TO DO → Identify each line in the records below that contains the word "Voie", and copy it.

[Records drawn from a dataset]
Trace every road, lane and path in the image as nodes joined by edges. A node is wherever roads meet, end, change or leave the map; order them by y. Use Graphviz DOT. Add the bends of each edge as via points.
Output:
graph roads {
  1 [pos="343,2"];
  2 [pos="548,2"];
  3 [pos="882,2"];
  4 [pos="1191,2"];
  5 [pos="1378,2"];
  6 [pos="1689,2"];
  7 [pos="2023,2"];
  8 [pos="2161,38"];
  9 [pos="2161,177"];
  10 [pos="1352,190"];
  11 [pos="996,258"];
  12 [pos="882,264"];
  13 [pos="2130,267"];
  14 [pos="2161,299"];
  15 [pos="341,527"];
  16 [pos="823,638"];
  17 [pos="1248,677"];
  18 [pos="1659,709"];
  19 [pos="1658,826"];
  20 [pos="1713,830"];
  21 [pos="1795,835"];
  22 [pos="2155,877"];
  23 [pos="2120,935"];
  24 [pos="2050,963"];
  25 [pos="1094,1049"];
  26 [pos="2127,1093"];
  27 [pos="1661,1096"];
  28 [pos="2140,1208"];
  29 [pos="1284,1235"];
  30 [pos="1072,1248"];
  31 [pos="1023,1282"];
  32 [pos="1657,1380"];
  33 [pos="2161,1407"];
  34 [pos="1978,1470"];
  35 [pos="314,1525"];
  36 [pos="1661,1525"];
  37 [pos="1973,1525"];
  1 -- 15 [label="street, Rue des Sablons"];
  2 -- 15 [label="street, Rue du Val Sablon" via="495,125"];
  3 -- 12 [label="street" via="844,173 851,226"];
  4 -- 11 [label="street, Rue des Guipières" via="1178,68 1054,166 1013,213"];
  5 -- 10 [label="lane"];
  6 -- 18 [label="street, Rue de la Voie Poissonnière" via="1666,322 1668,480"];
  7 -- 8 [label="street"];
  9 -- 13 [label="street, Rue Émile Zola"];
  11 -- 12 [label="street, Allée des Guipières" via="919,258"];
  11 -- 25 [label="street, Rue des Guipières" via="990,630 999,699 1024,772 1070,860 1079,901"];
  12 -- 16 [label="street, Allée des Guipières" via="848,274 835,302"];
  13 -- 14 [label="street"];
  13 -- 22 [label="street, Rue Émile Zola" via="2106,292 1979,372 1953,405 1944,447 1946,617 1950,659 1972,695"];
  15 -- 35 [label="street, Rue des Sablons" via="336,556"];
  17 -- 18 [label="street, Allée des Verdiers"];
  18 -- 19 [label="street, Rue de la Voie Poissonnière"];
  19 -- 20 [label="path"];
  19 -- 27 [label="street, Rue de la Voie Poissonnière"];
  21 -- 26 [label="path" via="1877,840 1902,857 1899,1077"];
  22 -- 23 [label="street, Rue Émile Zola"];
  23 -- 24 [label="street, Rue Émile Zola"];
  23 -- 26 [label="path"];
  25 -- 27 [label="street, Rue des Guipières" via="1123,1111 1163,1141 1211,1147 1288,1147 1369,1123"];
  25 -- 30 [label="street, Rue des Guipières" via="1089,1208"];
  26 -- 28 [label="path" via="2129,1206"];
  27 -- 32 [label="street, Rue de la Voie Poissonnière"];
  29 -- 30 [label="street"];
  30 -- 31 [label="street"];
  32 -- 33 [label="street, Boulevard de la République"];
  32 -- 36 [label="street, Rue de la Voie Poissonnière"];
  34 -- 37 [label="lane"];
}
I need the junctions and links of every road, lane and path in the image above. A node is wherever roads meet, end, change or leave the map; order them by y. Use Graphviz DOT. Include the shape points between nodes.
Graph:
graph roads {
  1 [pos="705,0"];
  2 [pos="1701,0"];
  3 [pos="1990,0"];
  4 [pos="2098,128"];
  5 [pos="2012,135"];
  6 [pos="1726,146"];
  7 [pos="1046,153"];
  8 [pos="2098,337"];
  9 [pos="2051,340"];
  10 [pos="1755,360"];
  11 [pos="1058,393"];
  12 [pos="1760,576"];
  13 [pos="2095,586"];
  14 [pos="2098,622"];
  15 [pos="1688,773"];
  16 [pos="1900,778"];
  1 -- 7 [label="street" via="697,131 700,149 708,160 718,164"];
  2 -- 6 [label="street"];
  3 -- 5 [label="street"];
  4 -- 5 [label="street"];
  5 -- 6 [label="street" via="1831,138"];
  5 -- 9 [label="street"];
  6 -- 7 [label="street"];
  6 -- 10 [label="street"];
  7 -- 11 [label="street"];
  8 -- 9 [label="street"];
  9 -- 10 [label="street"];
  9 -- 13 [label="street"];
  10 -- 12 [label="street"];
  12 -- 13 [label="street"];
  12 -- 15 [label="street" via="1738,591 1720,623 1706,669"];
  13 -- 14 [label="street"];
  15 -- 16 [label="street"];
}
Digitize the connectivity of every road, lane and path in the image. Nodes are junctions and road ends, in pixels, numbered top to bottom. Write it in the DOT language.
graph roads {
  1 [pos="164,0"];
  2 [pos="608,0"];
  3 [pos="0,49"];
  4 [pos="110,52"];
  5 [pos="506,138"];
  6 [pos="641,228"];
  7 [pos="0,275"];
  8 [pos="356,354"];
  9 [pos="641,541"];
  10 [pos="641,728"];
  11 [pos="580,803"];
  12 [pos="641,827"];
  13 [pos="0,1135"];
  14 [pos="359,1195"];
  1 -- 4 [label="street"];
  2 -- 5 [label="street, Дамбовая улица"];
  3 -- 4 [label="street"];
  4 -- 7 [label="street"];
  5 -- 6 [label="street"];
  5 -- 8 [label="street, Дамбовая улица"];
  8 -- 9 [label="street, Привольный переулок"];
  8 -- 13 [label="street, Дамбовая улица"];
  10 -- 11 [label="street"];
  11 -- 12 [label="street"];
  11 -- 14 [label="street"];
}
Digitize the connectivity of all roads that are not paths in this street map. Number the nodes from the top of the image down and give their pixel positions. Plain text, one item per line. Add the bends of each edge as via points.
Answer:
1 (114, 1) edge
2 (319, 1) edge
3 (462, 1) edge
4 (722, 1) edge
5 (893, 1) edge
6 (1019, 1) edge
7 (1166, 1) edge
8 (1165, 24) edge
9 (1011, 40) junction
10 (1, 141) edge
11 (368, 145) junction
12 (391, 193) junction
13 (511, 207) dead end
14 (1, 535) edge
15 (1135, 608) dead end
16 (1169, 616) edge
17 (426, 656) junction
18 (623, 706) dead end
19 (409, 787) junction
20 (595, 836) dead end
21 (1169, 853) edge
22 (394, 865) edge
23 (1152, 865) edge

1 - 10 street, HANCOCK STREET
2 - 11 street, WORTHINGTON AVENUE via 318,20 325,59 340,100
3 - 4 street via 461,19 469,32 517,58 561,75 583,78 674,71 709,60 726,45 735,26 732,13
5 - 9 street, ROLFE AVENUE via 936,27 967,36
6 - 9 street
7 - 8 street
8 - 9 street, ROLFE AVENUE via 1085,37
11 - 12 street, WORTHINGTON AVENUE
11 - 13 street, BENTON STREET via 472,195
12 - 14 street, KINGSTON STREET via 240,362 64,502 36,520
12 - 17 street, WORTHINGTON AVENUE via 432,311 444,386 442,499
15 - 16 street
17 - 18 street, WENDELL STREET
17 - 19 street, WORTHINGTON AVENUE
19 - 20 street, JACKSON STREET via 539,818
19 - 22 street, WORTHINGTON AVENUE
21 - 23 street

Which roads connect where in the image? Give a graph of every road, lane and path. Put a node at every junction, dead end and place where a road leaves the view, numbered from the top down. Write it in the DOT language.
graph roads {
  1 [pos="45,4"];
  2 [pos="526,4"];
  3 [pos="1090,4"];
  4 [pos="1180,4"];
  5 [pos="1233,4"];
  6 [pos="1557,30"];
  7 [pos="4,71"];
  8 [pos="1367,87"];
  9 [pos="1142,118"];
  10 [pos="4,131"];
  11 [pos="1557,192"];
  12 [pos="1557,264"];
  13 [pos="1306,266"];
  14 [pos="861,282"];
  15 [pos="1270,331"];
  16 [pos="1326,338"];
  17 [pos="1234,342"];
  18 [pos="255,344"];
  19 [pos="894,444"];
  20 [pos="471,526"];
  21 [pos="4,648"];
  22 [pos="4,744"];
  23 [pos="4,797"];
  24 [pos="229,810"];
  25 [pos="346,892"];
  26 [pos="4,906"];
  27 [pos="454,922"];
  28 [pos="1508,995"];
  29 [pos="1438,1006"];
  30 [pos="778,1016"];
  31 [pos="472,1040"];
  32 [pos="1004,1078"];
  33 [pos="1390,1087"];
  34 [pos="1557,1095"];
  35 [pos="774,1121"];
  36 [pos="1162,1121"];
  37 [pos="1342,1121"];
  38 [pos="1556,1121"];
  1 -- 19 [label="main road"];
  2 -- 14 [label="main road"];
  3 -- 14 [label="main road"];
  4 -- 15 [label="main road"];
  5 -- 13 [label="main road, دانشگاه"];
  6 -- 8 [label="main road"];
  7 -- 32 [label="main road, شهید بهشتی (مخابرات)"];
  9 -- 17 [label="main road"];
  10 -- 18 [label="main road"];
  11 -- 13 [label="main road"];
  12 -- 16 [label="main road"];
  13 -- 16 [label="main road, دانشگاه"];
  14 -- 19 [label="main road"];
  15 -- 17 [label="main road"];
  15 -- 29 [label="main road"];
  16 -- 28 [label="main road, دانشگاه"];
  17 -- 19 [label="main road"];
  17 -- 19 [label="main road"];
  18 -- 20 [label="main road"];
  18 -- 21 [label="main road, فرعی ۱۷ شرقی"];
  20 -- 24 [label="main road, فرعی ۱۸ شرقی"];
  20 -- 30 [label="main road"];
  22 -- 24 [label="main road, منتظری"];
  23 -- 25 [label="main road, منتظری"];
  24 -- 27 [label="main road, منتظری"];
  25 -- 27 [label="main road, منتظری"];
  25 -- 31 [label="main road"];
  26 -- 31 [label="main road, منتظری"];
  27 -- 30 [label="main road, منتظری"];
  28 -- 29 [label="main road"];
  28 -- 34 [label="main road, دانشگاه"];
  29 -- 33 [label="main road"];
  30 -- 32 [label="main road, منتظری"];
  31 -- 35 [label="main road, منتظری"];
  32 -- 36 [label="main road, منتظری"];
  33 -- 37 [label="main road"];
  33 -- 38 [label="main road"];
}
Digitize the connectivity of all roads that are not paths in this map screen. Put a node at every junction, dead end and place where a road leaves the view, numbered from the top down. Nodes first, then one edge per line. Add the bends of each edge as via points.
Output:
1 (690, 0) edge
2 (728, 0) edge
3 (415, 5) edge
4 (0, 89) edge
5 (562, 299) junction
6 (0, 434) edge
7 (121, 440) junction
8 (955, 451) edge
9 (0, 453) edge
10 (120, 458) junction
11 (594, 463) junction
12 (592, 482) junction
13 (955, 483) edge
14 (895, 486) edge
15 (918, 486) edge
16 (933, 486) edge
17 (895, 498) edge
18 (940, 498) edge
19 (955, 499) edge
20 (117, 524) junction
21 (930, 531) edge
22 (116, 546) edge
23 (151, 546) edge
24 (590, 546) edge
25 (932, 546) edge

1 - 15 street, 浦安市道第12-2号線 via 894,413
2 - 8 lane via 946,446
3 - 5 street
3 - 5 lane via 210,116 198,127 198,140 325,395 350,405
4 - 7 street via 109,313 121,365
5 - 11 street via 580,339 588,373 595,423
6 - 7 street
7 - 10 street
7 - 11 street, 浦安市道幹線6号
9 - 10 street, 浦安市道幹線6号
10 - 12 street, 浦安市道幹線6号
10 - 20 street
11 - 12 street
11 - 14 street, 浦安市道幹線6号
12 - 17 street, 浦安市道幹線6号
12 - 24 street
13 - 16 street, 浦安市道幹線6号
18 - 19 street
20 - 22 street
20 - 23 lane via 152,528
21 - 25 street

TASK RESULT →
  6 -- 18 [label="street, Rue de la Voie Poissonnière" via="1666,322 1668,480"];
  18 -- 19 [label="street, Rue de la Voie Poissonnière"];
  19 -- 27 [label="street, Rue de la Voie Poissonnière"];
  27 -- 32 [label="street, Rue de la Voie Poissonnière"];
  32 -- 36 [label="street, Rue de la Voie Poissonnière"];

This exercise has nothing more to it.